Своей репутацией в Парме Гондзо был обязан великолепной треуголке с несколько облезлым черным пером, которую он носил даже при фраке. Но надо было видеть, с какой важностью он надевал эту оперенную треуголку на голову или держал ее в руке, – тут он проявлял истинный дар! Он с непритворной тревогой справлялся о здоровье комнатной собачки маркизы; а если бы во дворце Крешенци возник пожар, не побоялся бы рискнуть жизнью, чтобы спасти одно из красивых кресел, обитых золотой парчой, за которую в течение многих лет цеплялся черный шелк его коротких панталон, когда он случайно осмеливался присесть в них на минутку.
Каждый вечер в гостиной маркизы Крешенци к семи часам собиралось семь-восемь таких прихлебателей. Лишь только они рассаживались, входил великолепно одетый лакей в оранжевой ливрее с серебряными позументами, в красном камзоле, дополнявшем его пышный наряд, и принимал от них шляпы и трости; тотчас вслед за ним являлся второй лакей, приносивший кофе в крошечной чашечке на серебряной филигранной ножке, а каждые полчаса дворецкий, при шпаге и в роскошном кафтане французского покроя, обносил всех мороженым.
Через полчаса после облезлых лизоблюдов прибывало пять-шесть офицеров с зычными голосами и воинственной осанкой, обычно обсуждавших вопрос о количестве и размере пуговиц, которые необходимо нашивать на солдатские мундиры, для того чтобы главнокомандующий мог одерживать победы. В этой гостиной было бы опрометчивостью упоминать о новостях, напечатанных во французских газетах; даже если бы известие оказалось наиприятнейшим, как, например, сообщение о расстреле в Испании пятидесяти либералов, рассказчик тем не менее изобличил бы себя в чтении французских газет. Все эти люди считали верхом ловкости выпросить к своей пенсии каждые десять лет прибавку в сто пятьдесят франков. Так монарх делит со своим дворянством удовольствие царить над крестьянами и буржуа.
Главной персоной в гостиной Крешенци был бесспорно кавалер Фоскарини, человек вполне порядочный и поэтому сидевший понемногу в тюрьмах при всех режимах. Он состоял членом той знаменитой палаты депутатов, которая в Милане отвергла закон о налогообложении, предложенный Наполеоном[118], – случай весьма редкий в истории. Кавалер Фоскарини двадцать лет был другом матери маркиза и остался влиятельным лицом в доме. Он всегда имел в запасе какую-нибудь забавную историю, но от его лукавого взора ничто не ускользало, и молодая маркиза, чувствуя себя в глубине души преступницей, трепетала перед ним.
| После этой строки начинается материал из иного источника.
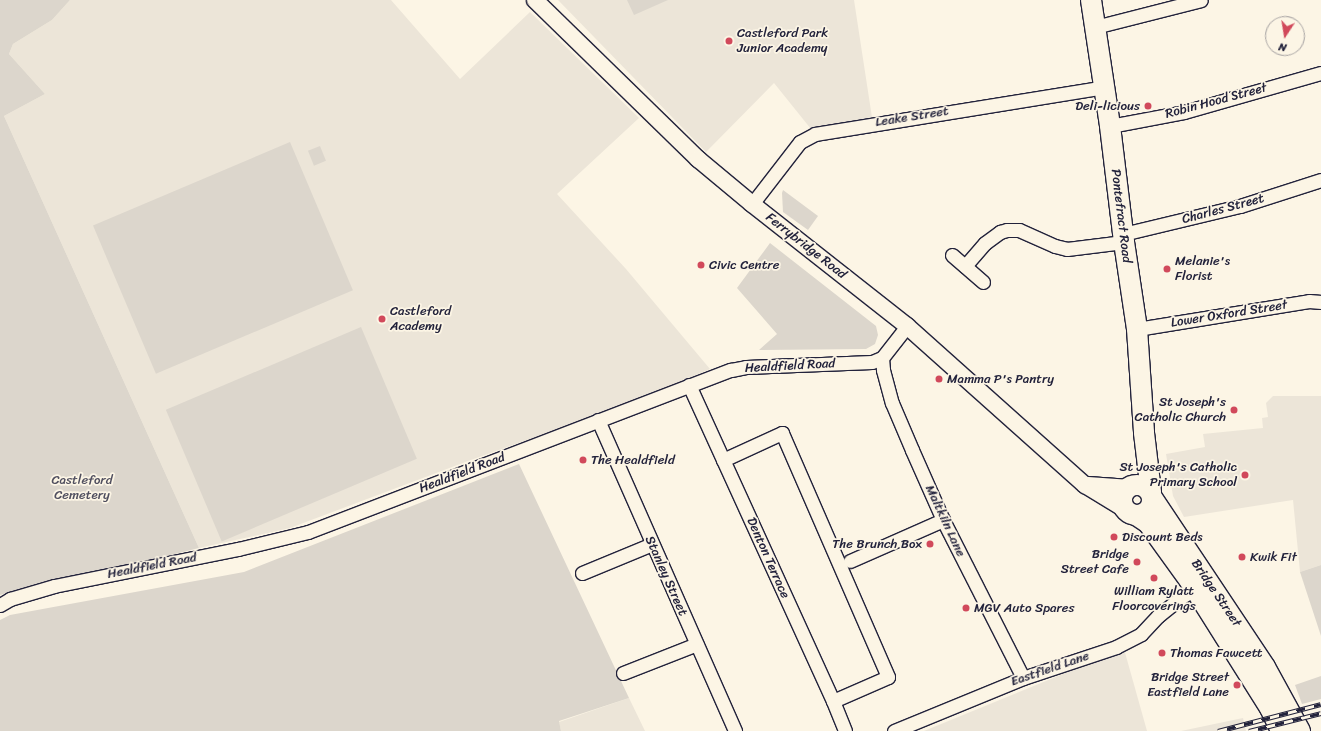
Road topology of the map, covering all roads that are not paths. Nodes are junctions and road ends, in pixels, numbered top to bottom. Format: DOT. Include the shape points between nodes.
graph roads {
  1 [pos="534,0"];
  2 [pos="1091,0"];
  3 [pos="1201,0"];
  4 [pos="1094,27"];
  5 [pos="1321,72"];
  6 [pos="1104,87"];
  7 [pos="1110,126"];
  8 [pos="1321,180"];
  9 [pos="752,204"];
  10 [pos="1124,238"];
  11 [pos="952,255"];
  12 [pos="965,266"];
  13 [pos="983,282"];
  14 [pos="1321,302"];
  15 [pos="907,326"];
  16 [pos="1137,329"];
  17 [pos="882,358"];
  18 [pos="689,385"];
  19 [pos="598,420"];
  20 [pos="1144,433"];
  21 [pos="723,460"];
  22 [pos="1085,485"];
  23 [pos="1129,487"];
  24 [pos="1152,495"];
  25 [pos="1131,513"];
  26 [pos="943,520"];
  27 [pos="652,544"];
  28 [pos="850,561"];
  29 [pos="1199,568"];
  30 [pos="582,573"];
  31 [pos="1195,589"];
  32 [pos="1215,593"];
  33 [pos="0,605"];
  34 [pos="697,644"];
  35 [pos="623,673"];
  36 [pos="1023,678"];
  37 [pos="833,701"];
  38 [pos="735,731"];
  39 [pos="845,731"];
  40 [pos="894,731"];
  41 [pos="1281,731"];
  42 [pos="1300,731"];
  1 -- 9 [label="street, Ferrybridge Road" via="698,159"];
  2 -- 4 [label="main road, Pontefract Road"];
  3 -- 4 [label="street"];
  4 -- 6 [label="main road, Pontefract Road"];
  5 -- 7 [label="street, Robin Hood Street" via="1184,112"];
  6 -- 7 [label="main road, Pontefract Road"];
  6 -- 9 [label="street, Leake Street" via="815,134 800,142"];
  7 -- 10 [label="main road, Pontefract Road"];
  8 -- 10 [label="street, Charles Street" via="1240,206"];
  9 -- 15 [label="street, Ferrybridge Road"];
  10 -- 12 [label="street, Charles Street" via="1067,248 1055,246 1019,230 1007,230 985,243"];
  10 -- 16 [label="main road, Pontefract Road"];
  11 -- 12 [label="street"];
  12 -- 13 [label="street"];
  14 -- 16 [label="street, Lower Oxford Street" via="1309,301"];
  15 -- 17 [label="street"];
  15 -- 22 [label="street, Ferrybridge Road"];
  16 -- 20 [label="main road, Pontefract Road"];
  17 -- 18 [label="street, Healdfield Road" via="872,362 746,366"];
  17 -- 26 [label="street, Maltkiln Lane" via="892,403"];
  18 -- 19 [label="street, Healdfield Road"];
  18 -- 21 [label="street, Denton Terrace"];
  19 -- 27 [label="street, Stanley Street"];
  19 -- 33 [label="street, Healdfield Road" via="308,532 238,549 54,586 10,599"];
  20 -- 23 [label="main road, Pontefract Road"];
  20 -- 24 [label="main road, Pontefract Road"];
  21 -- 37 [label="street, Denton Terrace"];
  21 -- 37 [label="street" via="782,433 888,677"];
  22 -- 23 [label="street"];
  22 -- 25 [label="street, Ferrybridge Road"];
  23 -- 24 [label="main road" via="1143,485"];
  23 -- 25 [label="main road" via="1122,496 1122,503"];
  24 -- 25 [label="main road" via="1151,507 1147,512"];
  24 -- 29 [label="main road, Bridge Street"];
  25 -- 31 [label="main road, Bridge Street" via="1148,523"];
  26 -- 28 [label="street"];
  26 -- 36 [label="street, Maltkiln Lane"];
  27 -- 30 [label="street"];
  27 -- 34 [label="street, Stanley Street"];
  29 -- 31 [label="street" via="1201,582"];
  29 -- 32 [label="main road, Bridge Street"];
  31 -- 32 [label="street"];
  31 -- 36 [label="street, Eastfield Lane" via="1163,612 1141,634 1116,647"];
  31 -- 41 [label="main road, Bridge Street" via="1270,708"];
  32 -- 42 [label="main road, Bridge Street" via="1265,667"];
  34 -- 35 [label="street"];
  34 -- 38 [label="street, Stanley Street"];
  36 -- 40 [label="street, Eastfield Lane"];
  37 -- 39 [label="street, Denton Terrace"];
}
Гондзо питал поистине страстное тяготение к вельможам, говорившим ему грубости и раза два в год доводившим его до слез; он был одержим манией оказывать им мелкие услуги, и если б не подсекала его крайняя, закоренелая бедность, он иной раз мог бы преуспеть, ибо ему нельзя было отказать в известной доле хитрости и в еще большей доле нахальства.